> Action item
For the entries below, the expected answer is the line with "auto F=[&](const char*", the line with "auto I=[&](const char*", and every line between them, exactly as written, and nothing more.
[Supplied information Boundary: Start]
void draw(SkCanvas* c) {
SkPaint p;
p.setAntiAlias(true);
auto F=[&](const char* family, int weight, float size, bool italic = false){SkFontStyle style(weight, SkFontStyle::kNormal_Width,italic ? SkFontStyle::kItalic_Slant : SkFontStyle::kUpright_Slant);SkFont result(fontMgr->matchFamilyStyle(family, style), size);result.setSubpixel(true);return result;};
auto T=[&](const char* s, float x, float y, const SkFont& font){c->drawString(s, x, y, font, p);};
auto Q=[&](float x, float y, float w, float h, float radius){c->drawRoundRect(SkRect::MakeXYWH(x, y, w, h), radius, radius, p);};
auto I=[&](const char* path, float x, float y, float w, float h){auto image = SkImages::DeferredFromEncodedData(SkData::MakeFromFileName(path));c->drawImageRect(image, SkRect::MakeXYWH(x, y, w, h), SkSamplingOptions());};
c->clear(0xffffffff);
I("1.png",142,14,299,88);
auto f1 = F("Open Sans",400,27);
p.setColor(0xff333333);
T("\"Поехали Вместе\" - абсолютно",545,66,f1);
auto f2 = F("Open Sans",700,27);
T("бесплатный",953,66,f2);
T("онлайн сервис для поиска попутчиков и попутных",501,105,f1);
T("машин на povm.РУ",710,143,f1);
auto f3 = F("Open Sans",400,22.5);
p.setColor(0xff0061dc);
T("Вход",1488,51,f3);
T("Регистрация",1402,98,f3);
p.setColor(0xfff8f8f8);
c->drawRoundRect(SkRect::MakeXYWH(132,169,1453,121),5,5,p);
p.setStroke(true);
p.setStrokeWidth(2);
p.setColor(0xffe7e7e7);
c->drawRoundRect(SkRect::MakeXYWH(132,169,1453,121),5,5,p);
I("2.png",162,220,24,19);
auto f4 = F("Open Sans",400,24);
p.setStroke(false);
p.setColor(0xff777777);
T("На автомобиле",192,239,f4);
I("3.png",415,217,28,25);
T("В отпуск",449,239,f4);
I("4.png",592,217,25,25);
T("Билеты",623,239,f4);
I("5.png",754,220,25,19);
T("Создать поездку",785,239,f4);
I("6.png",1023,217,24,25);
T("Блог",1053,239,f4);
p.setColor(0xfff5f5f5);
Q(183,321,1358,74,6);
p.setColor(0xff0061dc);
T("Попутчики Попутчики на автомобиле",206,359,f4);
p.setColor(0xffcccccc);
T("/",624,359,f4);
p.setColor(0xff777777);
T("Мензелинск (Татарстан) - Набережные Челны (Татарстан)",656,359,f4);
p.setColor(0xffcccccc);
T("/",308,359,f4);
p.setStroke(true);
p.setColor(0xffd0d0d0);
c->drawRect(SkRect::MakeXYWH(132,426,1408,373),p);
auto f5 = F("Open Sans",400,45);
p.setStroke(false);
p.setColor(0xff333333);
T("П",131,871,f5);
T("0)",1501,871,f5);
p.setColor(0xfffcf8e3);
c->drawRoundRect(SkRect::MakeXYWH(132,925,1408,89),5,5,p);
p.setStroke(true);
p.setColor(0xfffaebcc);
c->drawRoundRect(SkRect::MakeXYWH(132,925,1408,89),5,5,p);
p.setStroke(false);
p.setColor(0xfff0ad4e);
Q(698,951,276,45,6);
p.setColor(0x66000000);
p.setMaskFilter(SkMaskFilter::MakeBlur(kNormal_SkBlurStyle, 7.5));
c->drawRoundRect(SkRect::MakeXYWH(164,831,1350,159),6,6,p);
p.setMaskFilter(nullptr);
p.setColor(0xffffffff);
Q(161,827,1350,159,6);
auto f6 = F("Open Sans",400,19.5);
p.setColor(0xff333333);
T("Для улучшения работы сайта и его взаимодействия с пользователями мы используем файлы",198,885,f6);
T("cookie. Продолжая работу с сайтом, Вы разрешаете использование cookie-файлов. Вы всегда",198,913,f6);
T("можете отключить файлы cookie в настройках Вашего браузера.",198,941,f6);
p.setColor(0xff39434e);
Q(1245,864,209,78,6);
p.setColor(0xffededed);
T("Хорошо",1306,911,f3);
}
[Supplied information Boundary: End]
> Answer to the problem
auto F=[&](const char* family, int weight, float size, bool italic = false){SkFontStyle style(weight, SkFontStyle::kNormal_Width,italic ? SkFontStyle::kItalic_Slant : SkFontStyle::kUpright_Slant);SkFont result(fontMgr->matchFamilyStyle(family, style), size);result.setSubpixel(true);return result;};
auto T=[&](const char* s, float x, float y, const SkFont& font){c->drawString(s, x, y, font, p);};
auto Q=[&](float x, float y, float w, float h, float radius){c->drawRoundRect(SkRect::MakeXYWH(x, y, w, h), radius, radius, p);};
auto I=[&](const char* path, float x, float y, float w, float h){auto image = SkImages::DeferredFromEncodedData(SkData::MakeFromFileName(path));c->drawImageRect(image, SkRect::MakeXYWH(x, y, w, h), SkSamplingOptions());};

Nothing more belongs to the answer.